WHAT TO WORK ON –
Please repeat each line below exactly, with no images in the copy.

(PROVIDED RECORDS)

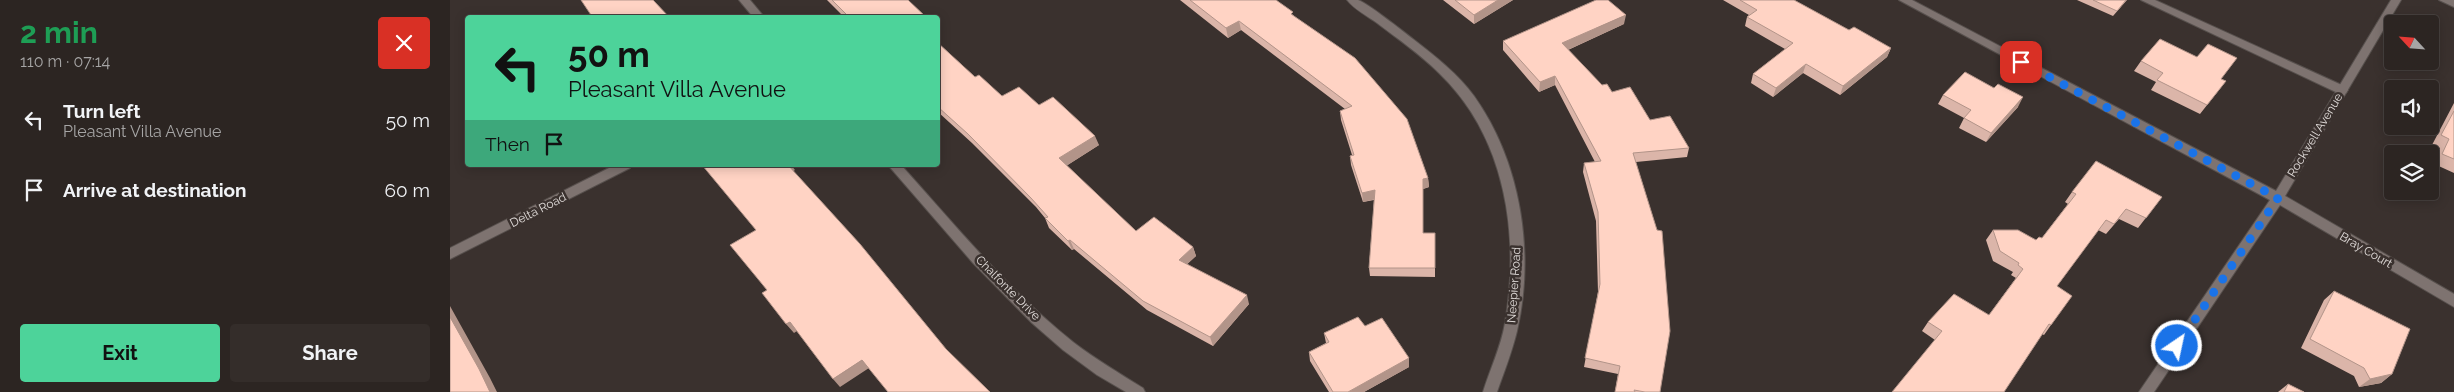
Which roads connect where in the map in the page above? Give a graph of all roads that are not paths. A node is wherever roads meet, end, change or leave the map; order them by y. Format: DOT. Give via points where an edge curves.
graph roads {
  1 [pos="744,0"];
  2 [pos="1352,0"];
  3 [pos="1904,0"];
  4 [pos="2146,0"];
  5 [pos="2396,0"];
  6 [pos="2444,0"];
  7 [pos="2454,4"];
  8 [pos="757,15"];
  9 [pos="2342,90"];
  10 [pos="622,167"];
  11 [pos="896,167"];
  12 [pos="2278,198"];
  13 [pos="450,254"];
  14 [pos="2454,301"];
  15 [pos="1138,392"];
  16 [pos="1490,392"];
  17 [pos="2146,392"];
  1 -- 8 [label="street"];
  2 -- 16 [label="street, Neepier Road" via="1430,58 1469,98 1496,142 1513,197 1518,255 1512,325"];
  3 -- 12 [label="street, Bray Court"];
  4 -- 9 [label="street"];
  5 -- 9 [label="street, Rockwell Avenue"];
  6 -- 7 [label="street"];
  9 -- 12 [label="street, Rockwell Avenue"];
  10 -- 13 [label="street, Delta Road"];
  11 -- 15 [label="street, Chalfonte Drive" via="998,280 1052,332 1119,382"];
  12 -- 14 [label="street, Bray Court"];
  12 -- 17 [label="street, Rockwell Avenue"];
}
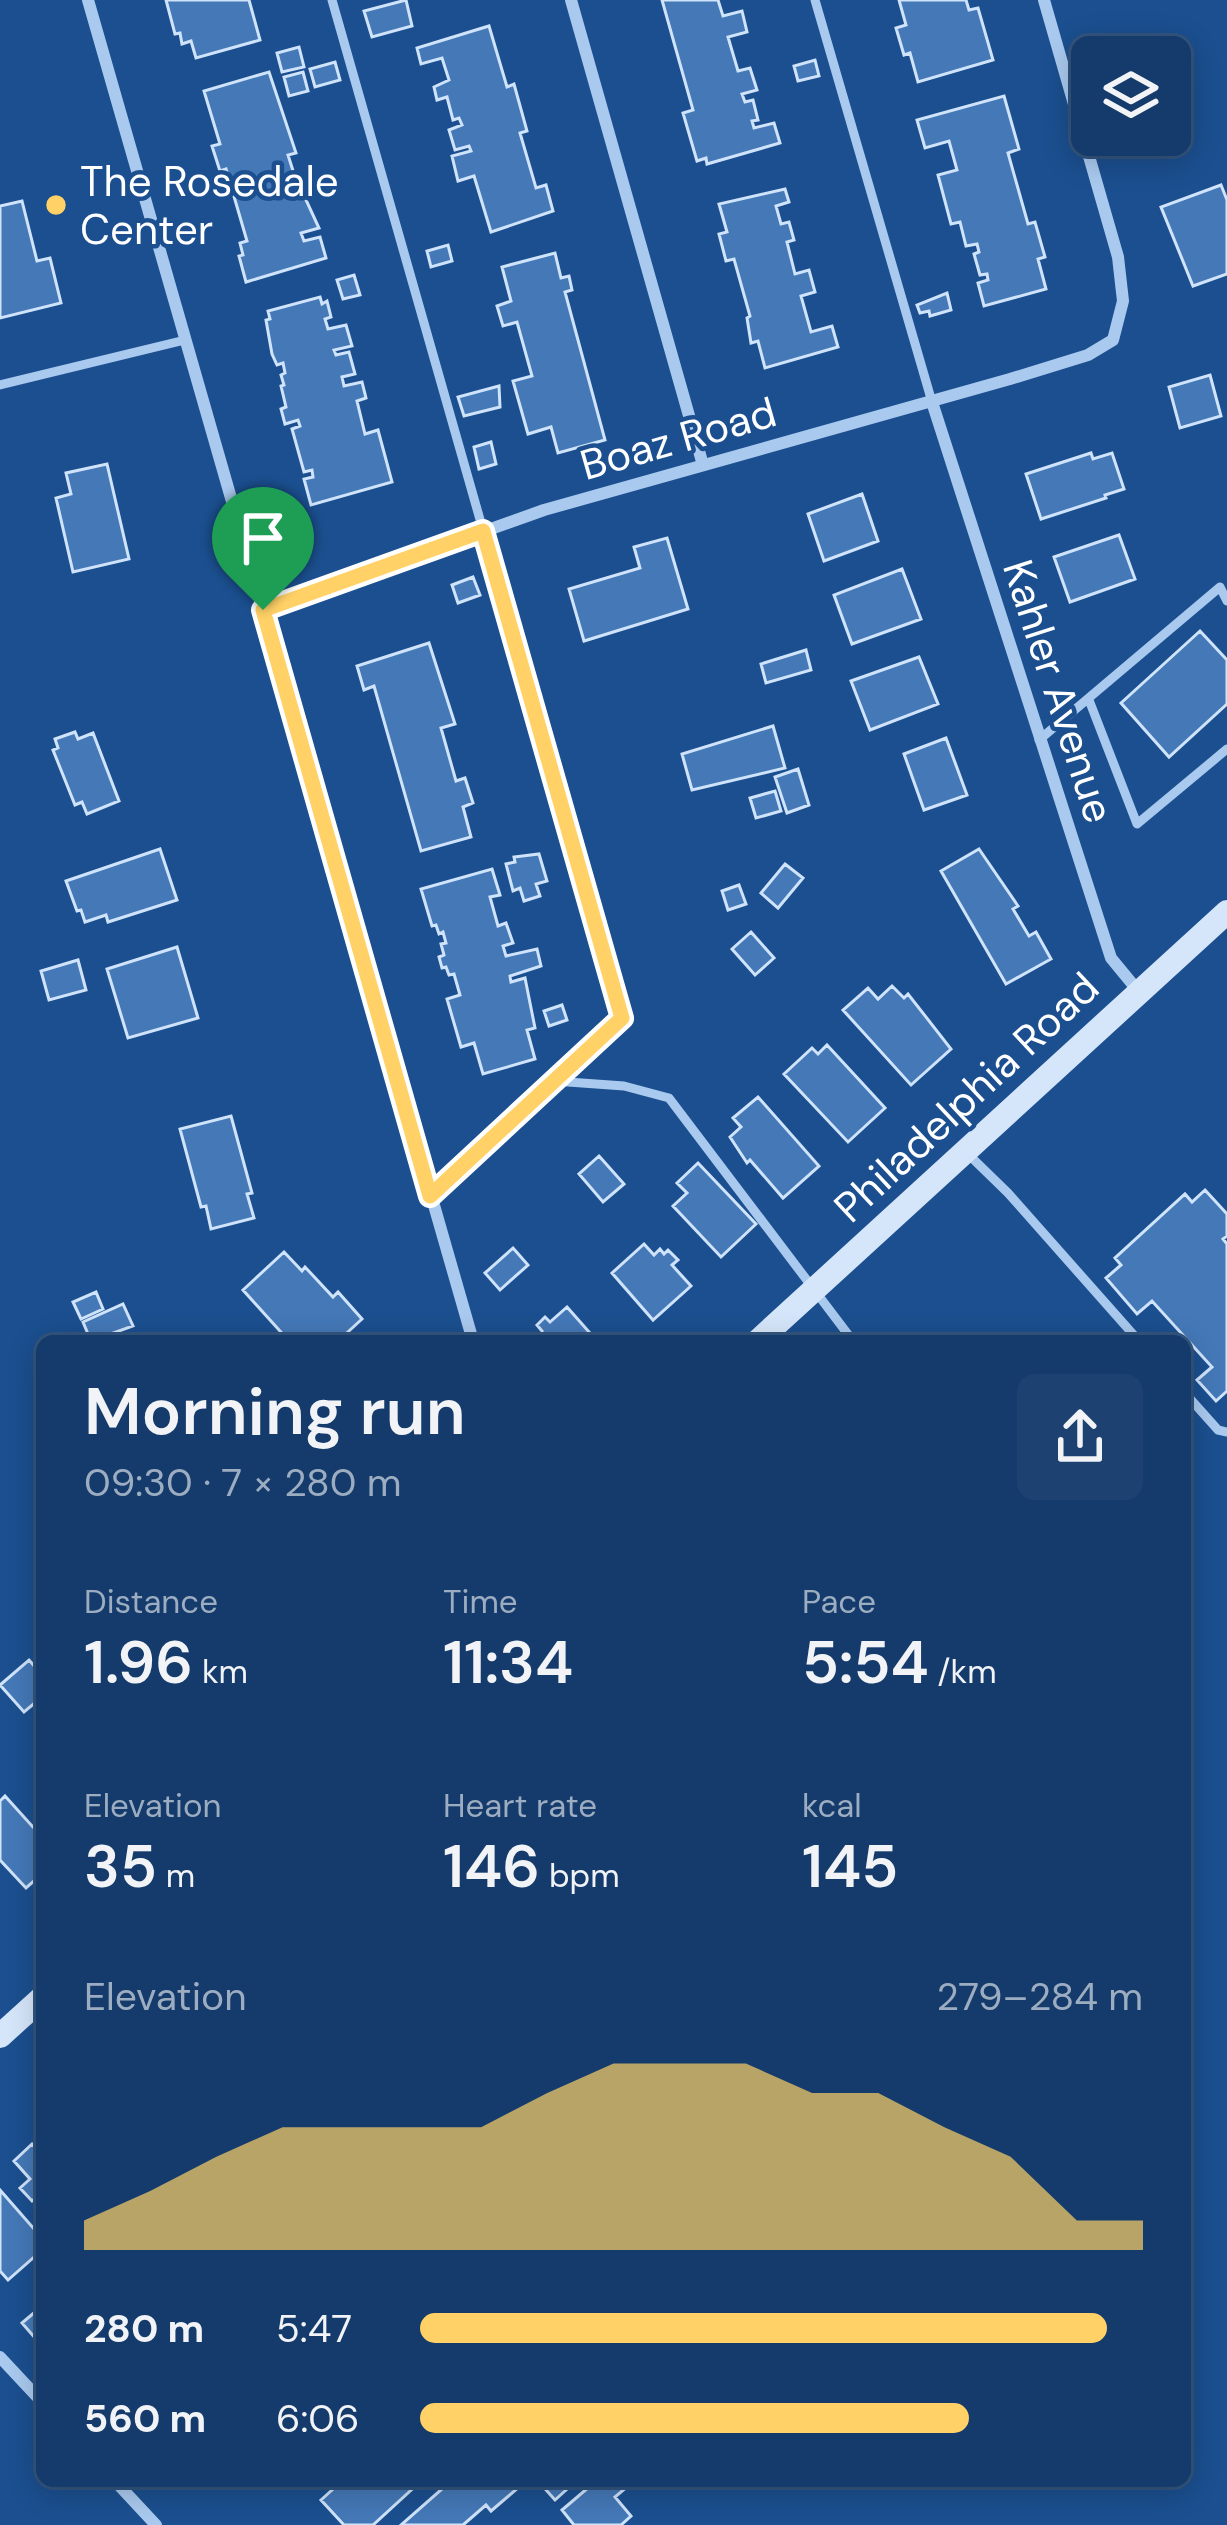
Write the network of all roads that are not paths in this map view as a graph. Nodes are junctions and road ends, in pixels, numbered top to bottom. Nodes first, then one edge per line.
1 (88, 0) edge
2 (332, 0) edge
3 (571, 0) edge
4 (815, 0) edge
5 (1044, 0) edge
6 (185, 340) junction
7 (0, 385) edge
8 (932, 402) junction
9 (703, 465) junction
10 (483, 531) junction
11 (1227, 601) edge
12 (263, 610) junction
13 (1088, 700) junction
14 (1039, 740) junction
15 (1227, 748) edge
16 (1227, 912) edge
17 (1138, 992) junction
18 (554, 1081) junction
19 (965, 1151) junction
20 (430, 1196) junction
21 (816, 1288) junction
22 (470, 1335) edge
23 (765, 1335) edge
24 (849, 1335) edge
25 (1134, 1335) edge
26 (1191, 1400) edge
27 (1227, 1432) edge
28 (36, 2003) edge
29 (0, 2036) edge
30 (0, 2356) edge
31 (36, 2395) edge
32 (121, 2487) edge
33 (156, 2525) edge

1 - 6 street
2 - 10 lane
3 - 9 street
4 - 8 lane
5 - 8 street, Boaz Road
6 - 7 lane
6 - 12 street
8 - 9 street, Boaz Road
8 - 14 street, Kahler Avenue
9 - 10 street, Boaz Road
10 - 12 street, Boaz Road
10 - 18 lane
11 - 13 lane
12 - 20 street
13 - 14 lane
13 - 15 lane
14 - 17 street, Kahler Avenue
16 - 17 main road, Philadelphia Road
17 - 19 main road, Philadelphia Road
18 - 20 lane
18 - 21 lane
19 - 21 main road, Philadelphia Road
19 - 25 lane
20 - 22 street
21 - 23 main road, Philadelphia Road
21 - 24 lane
26 - 27 lane
28 - 29 main road
30 - 31 street
32 - 33 street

(End PROVIDED RECORDS)

OUTPUT FOR THIS TASK –
Which roads connect where in the map in the page above? Give a graph of all roads that are not paths. A node is wherever roads meet, end, change or leave the map; order them by y. Format: DOT. Give via points where an edge curves.
graph roads {
  1 [pos="744,0"];
  2 [pos="1352,0"];
  3 [pos="1904,0"];
  4 [pos="2146,0"];
  5 [pos="2396,0"];
  6 [pos="2444,0"];
  7 [pos="2454,4"];
  8 [pos="757,15"];
  9 [pos="2342,90"];
  10 [pos="622,167"];
  11 [pos="896,167"];
  12 [pos="2278,198"];
  13 [pos="450,254"];
  14 [pos="2454,301"];
  15 [pos="1138,392"];
  16 [pos="1490,392"];
  17 [pos="2146,392"];
  1 -- 8 [label="street"];
  2 -- 16 [label="street, Neepier Road" via="1430,58 1469,98 1496,142 1513,197 1518,255 1512,325"];
  3 -- 12 [label="street, Bray Court"];
  4 -- 9 [label="street"];
  5 -- 9 [label="street, Rockwell Avenue"];
  6 -- 7 [label="street"];
  9 -- 12 [label="street, Rockwell Avenue"];
  10 -- 13 [label="street, Delta Road"];
  11 -- 15 [label="street, Chalfonte Drive" via="998,280 1052,332 1119,382"];
  12 -- 14 [label="street, Bray Court"];
  12 -- 17 [label="street, Rockwell Avenue"];
}
Write the network of all roads that are not paths in this map view as a graph. Nodes are junctions and road ends, in pixels, numbered top to bottom. Nodes first, then one edge per line.
1 (88, 0) edge
2 (332, 0) edge
3 (571, 0) edge
4 (815, 0) edge
5 (1044, 0) edge
6 (185, 340) junction
7 (0, 385) edge
8 (932, 402) junction
9 (703, 465) junction
10 (483, 531) junction
11 (1227, 601) edge
12 (263, 610) junction
13 (1088, 700) junction
14 (1039, 740) junction
15 (1227, 748) edge
16 (1227, 912) edge
17 (1138, 992) junction
18 (554, 1081) junction
19 (965, 1151) junction
20 (430, 1196) junction
21 (816, 1288) junction
22 (470, 1335) edge
23 (765, 1335) edge
24 (849, 1335) edge
25 (1134, 1335) edge
26 (1191, 1400) edge
27 (1227, 1432) edge
28 (36, 2003) edge
29 (0, 2036) edge
30 (0, 2356) edge
31 (36, 2395) edge
32 (121, 2487) edge
33 (156, 2525) edge

1 - 6 street
2 - 10 lane
3 - 9 street
4 - 8 lane
5 - 8 street, Boaz Road
6 - 7 lane
6 - 12 street
8 - 9 street, Boaz Road
8 - 14 street, Kahler Avenue
9 - 10 street, Boaz Road
10 - 12 street, Boaz Road
10 - 18 lane
11 - 13 lane
12 - 20 street
13 - 14 lane
13 - 15 lane
14 - 17 street, Kahler Avenue
16 - 17 main road, Philadelphia Road
17 - 19 main road, Philadelphia Road
18 - 20 lane
18 - 21 lane
19 - 21 main road, Philadelphia Road
19 - 25 lane
20 - 22 street
21 - 23 main road, Philadelphia Road
21 - 24 lane
26 - 27 lane
28 - 29 main road
30 - 31 street
32 - 33 street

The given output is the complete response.